(PROVIDED DATA Opens)

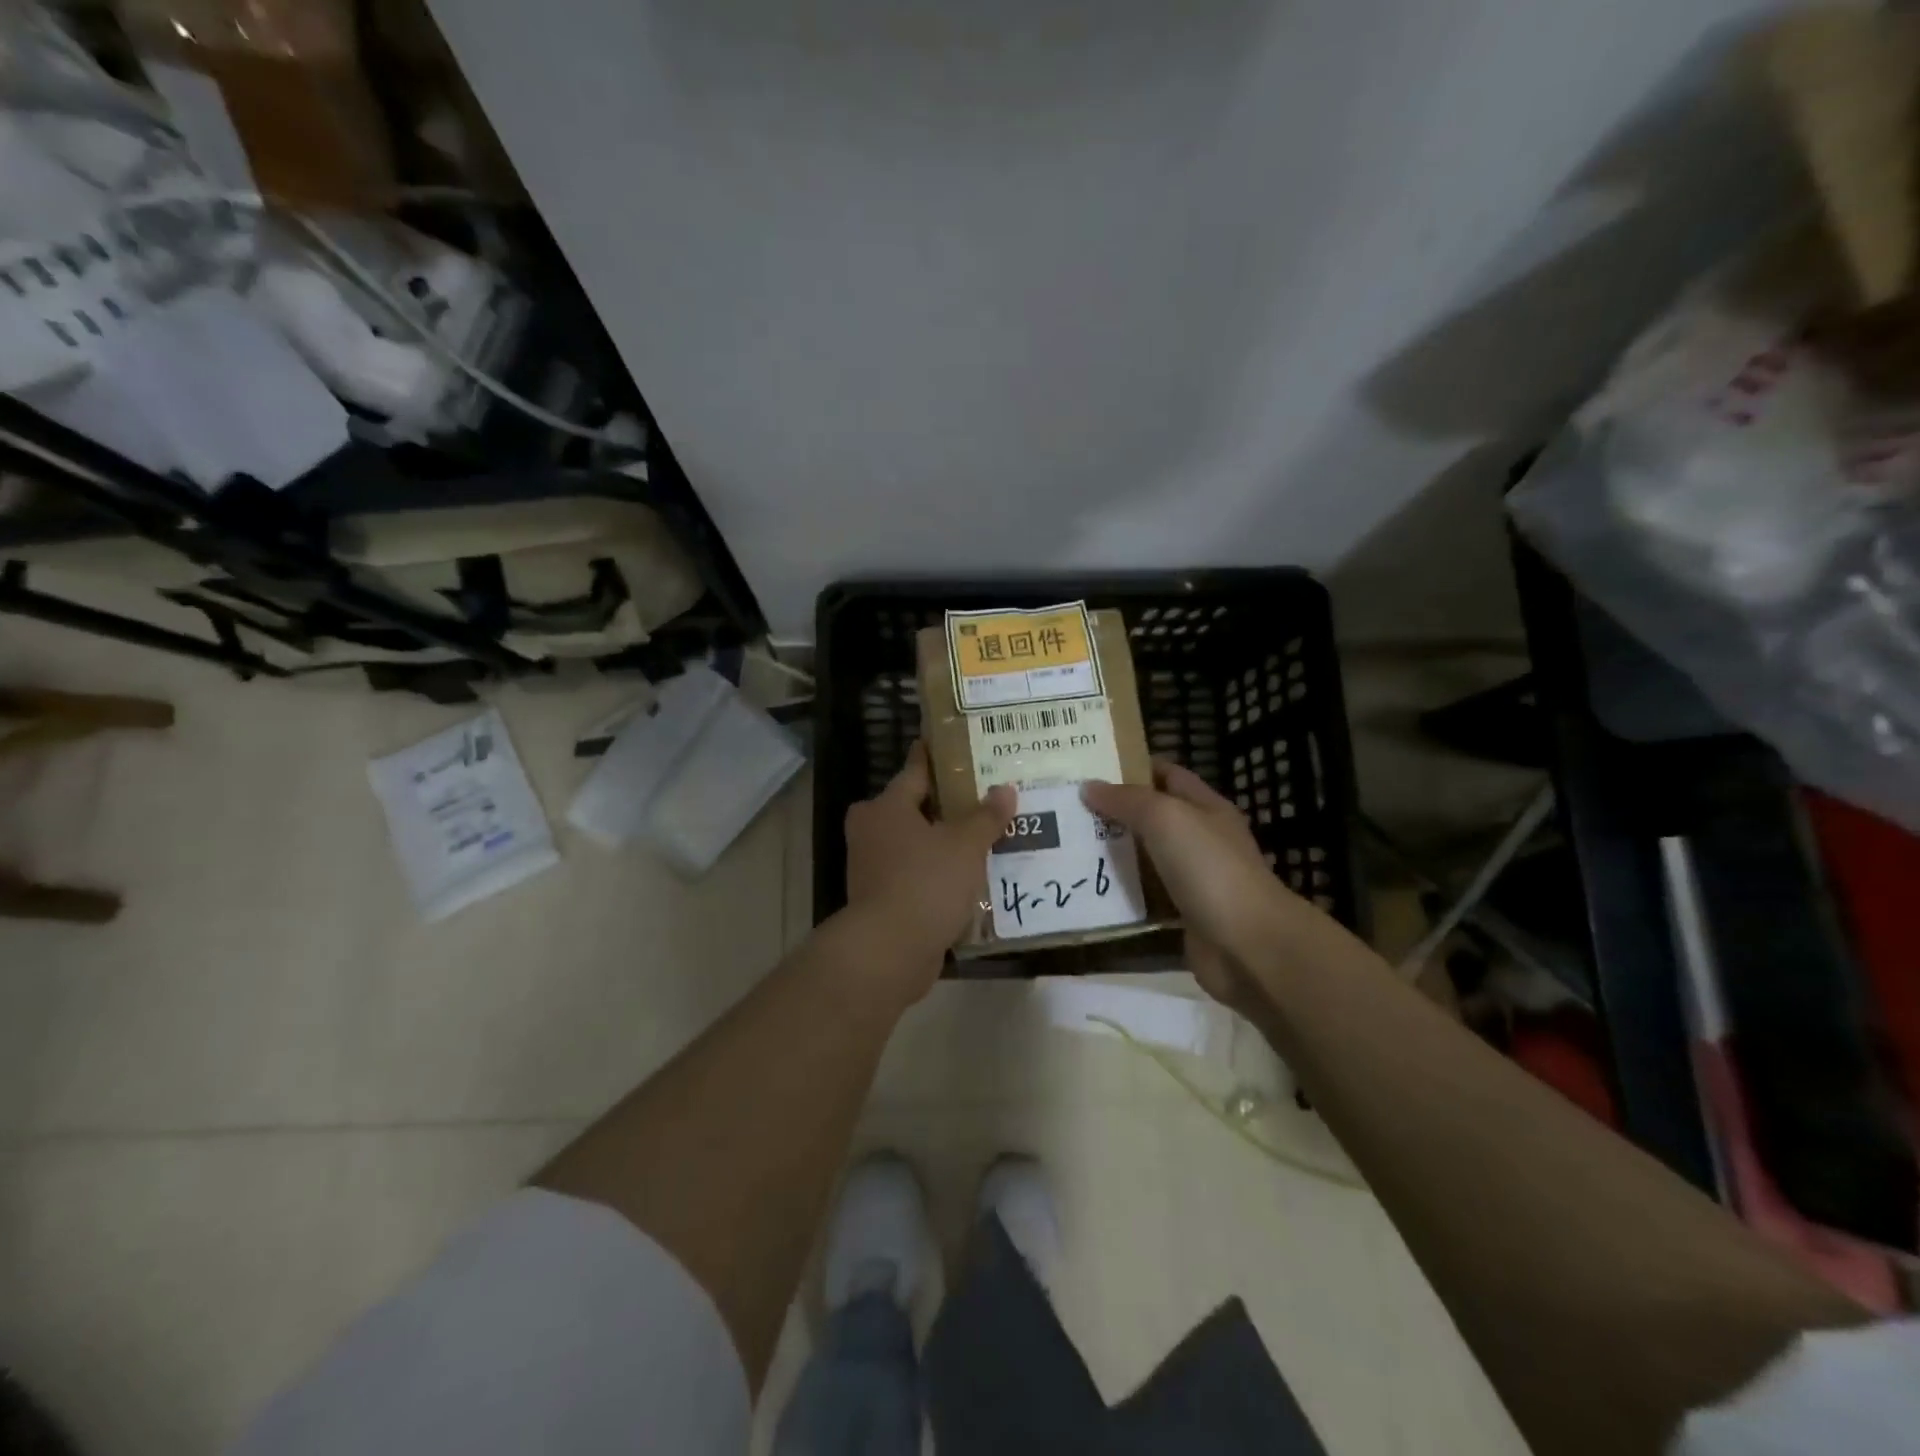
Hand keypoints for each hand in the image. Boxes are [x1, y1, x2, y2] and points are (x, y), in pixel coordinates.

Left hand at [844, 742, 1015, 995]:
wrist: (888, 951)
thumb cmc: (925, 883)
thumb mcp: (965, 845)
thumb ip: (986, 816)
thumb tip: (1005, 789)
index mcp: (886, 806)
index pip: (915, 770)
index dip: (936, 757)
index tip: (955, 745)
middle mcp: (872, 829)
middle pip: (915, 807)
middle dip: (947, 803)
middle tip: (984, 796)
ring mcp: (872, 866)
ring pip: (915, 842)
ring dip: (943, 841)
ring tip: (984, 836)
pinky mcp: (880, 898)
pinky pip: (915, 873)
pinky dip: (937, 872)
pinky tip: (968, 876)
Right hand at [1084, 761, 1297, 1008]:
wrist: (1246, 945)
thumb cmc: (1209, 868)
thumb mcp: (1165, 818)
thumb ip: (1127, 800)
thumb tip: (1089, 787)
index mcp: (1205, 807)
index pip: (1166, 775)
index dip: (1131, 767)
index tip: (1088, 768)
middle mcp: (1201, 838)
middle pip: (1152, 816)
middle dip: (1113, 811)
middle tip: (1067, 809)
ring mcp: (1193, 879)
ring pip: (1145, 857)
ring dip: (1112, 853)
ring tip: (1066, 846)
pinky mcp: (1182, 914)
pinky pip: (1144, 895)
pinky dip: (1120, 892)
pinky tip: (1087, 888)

(PROVIDED DATA Closes)
(PROVIDED DATA Opens)

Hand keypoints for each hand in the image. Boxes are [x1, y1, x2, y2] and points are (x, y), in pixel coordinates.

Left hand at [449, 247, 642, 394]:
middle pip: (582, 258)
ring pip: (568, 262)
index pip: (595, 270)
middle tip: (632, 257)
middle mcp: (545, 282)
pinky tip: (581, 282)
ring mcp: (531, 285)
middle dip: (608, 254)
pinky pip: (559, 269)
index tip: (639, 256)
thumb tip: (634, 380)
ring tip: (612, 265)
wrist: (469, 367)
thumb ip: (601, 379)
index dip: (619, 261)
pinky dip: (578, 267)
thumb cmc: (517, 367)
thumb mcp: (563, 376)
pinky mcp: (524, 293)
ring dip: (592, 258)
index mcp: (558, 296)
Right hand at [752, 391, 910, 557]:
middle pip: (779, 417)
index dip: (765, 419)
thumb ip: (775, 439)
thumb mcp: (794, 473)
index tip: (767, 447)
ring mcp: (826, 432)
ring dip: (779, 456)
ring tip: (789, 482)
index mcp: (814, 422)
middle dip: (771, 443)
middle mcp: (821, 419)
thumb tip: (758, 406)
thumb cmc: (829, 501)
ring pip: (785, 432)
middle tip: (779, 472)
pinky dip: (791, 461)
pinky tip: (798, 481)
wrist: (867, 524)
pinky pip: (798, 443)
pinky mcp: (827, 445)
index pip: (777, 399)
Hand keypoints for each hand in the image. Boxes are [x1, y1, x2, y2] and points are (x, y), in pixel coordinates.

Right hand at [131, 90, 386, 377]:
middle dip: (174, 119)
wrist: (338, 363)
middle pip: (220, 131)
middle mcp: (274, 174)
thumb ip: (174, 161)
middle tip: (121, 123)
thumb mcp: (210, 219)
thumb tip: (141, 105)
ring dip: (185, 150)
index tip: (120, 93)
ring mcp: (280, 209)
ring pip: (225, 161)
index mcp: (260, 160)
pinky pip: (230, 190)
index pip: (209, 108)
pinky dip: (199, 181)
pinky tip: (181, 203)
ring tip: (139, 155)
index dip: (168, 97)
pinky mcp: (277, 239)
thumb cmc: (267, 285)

(PROVIDED DATA Closes)
(PROVIDED DATA Opens)

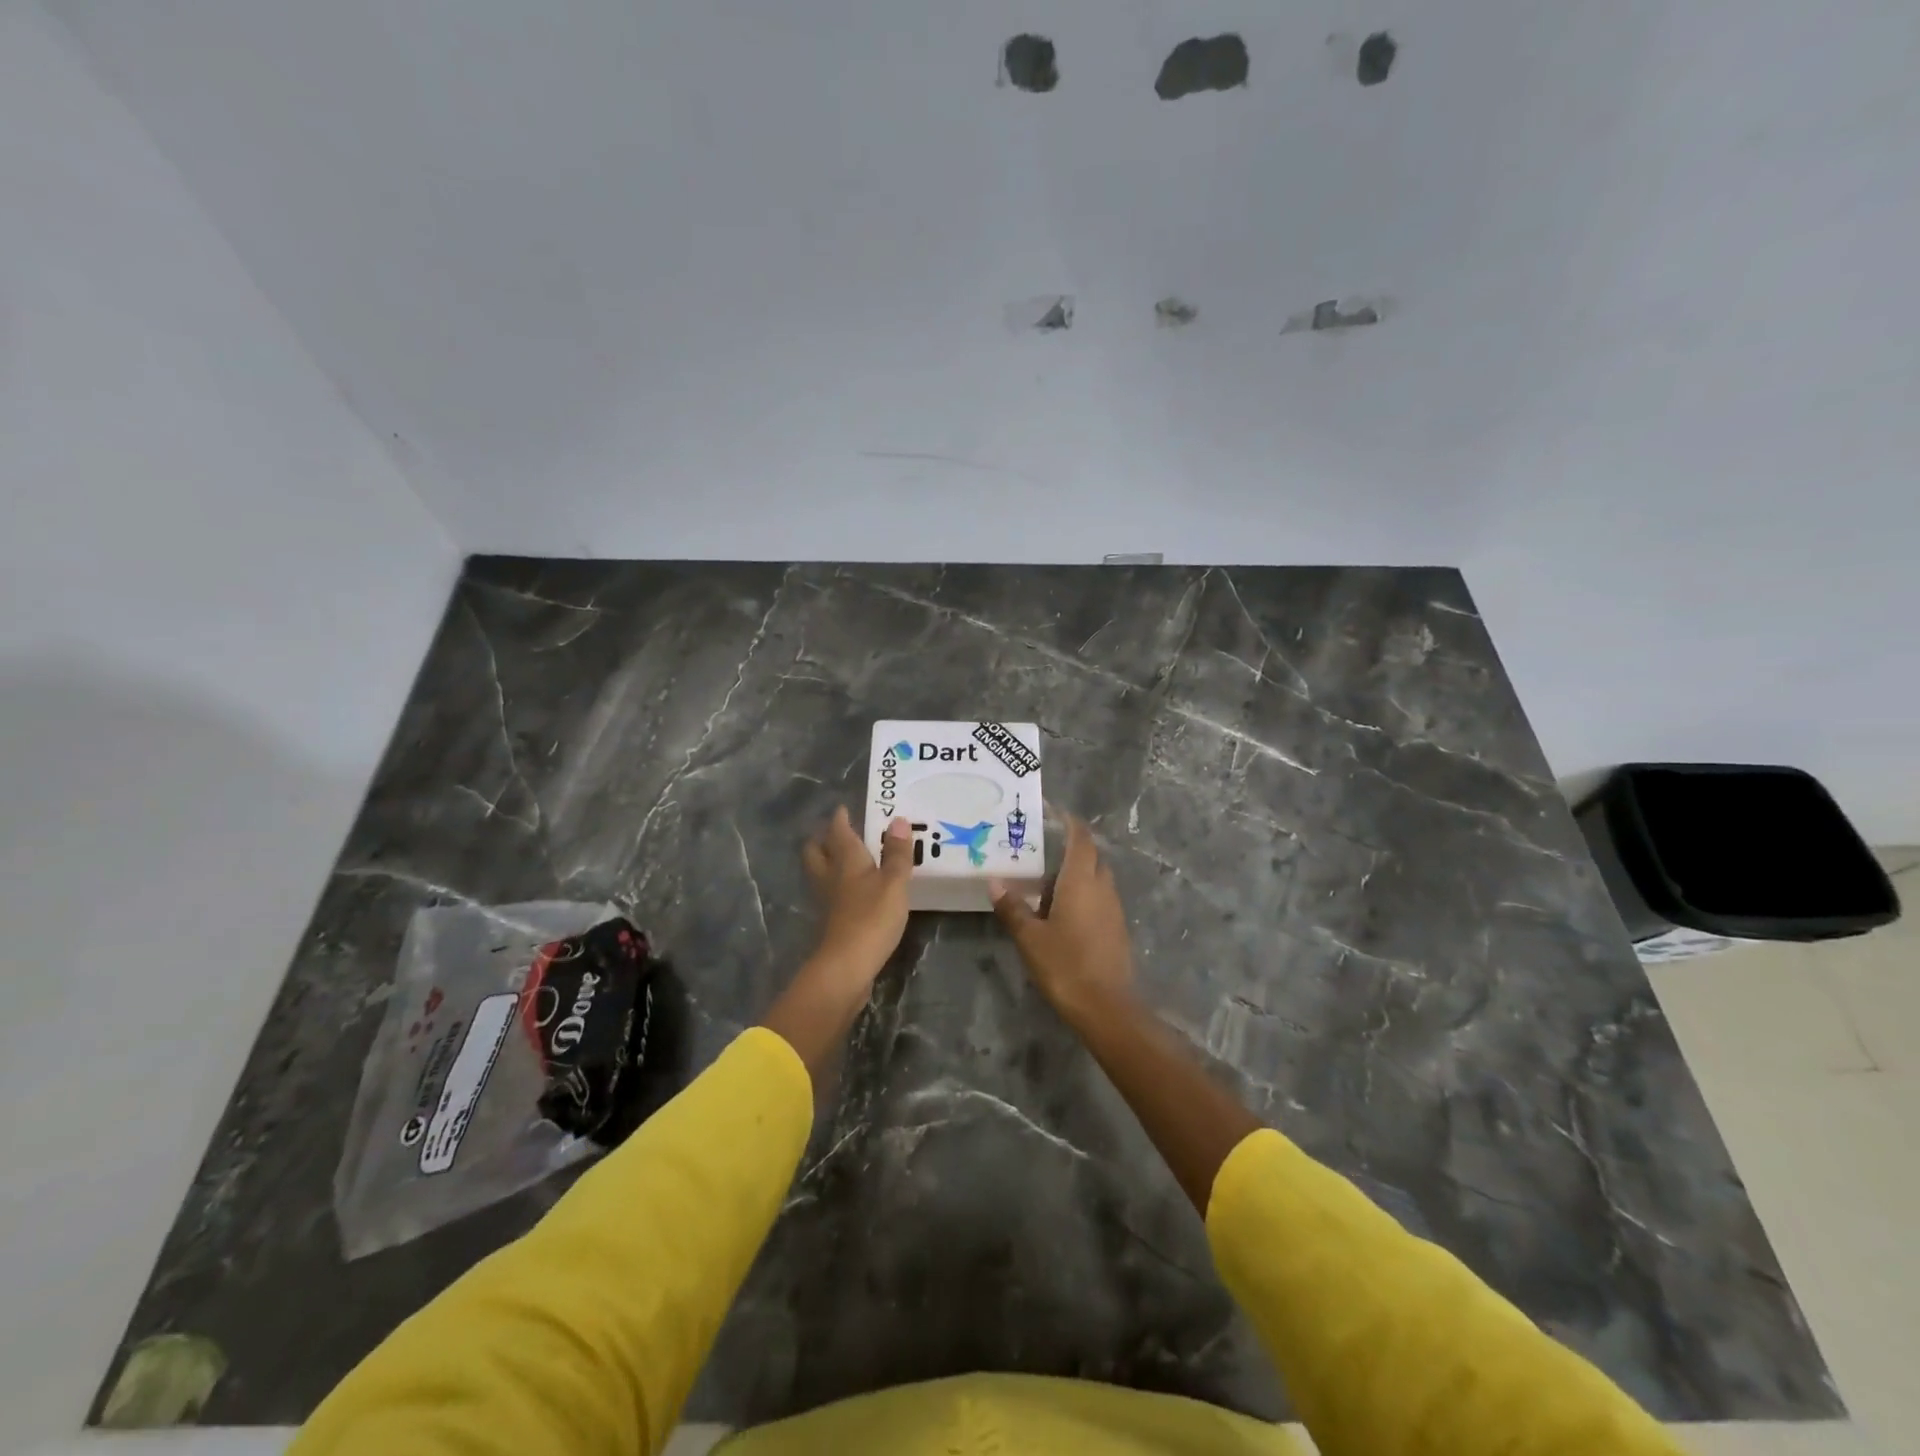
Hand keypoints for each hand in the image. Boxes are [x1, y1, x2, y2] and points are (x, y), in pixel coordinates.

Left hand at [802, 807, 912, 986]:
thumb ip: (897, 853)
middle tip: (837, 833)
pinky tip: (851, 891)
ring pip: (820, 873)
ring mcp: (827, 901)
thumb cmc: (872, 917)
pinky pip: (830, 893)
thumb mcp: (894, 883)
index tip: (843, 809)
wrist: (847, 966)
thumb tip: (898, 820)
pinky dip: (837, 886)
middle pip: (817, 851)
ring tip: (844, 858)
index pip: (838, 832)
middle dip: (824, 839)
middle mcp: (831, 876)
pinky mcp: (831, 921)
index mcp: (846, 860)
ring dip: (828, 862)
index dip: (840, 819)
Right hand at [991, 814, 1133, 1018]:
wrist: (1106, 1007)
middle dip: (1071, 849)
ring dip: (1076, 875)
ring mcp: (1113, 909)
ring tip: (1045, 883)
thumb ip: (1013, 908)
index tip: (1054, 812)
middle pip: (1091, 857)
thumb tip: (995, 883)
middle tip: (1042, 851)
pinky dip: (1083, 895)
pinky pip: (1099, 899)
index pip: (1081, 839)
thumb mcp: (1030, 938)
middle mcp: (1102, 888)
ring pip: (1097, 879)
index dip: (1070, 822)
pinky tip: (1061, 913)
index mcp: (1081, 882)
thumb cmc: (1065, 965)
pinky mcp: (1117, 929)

(PROVIDED DATA Closes)

■ WORK INSTRUCTION
All that is needed is the exact run of lines above from the line containing "ring dip: (1112, 853)" through the line containing "pinky tip: (1087, 888)", both of them included.

■ TASK RESPONSE
ring dip: (1112, 853)
ring tip: (1066, 846)
pinky mcp: (1182, 914)
pinky pip: (1144, 895)
pinky dip: (1120, 892)
pinky tip: (1087, 888)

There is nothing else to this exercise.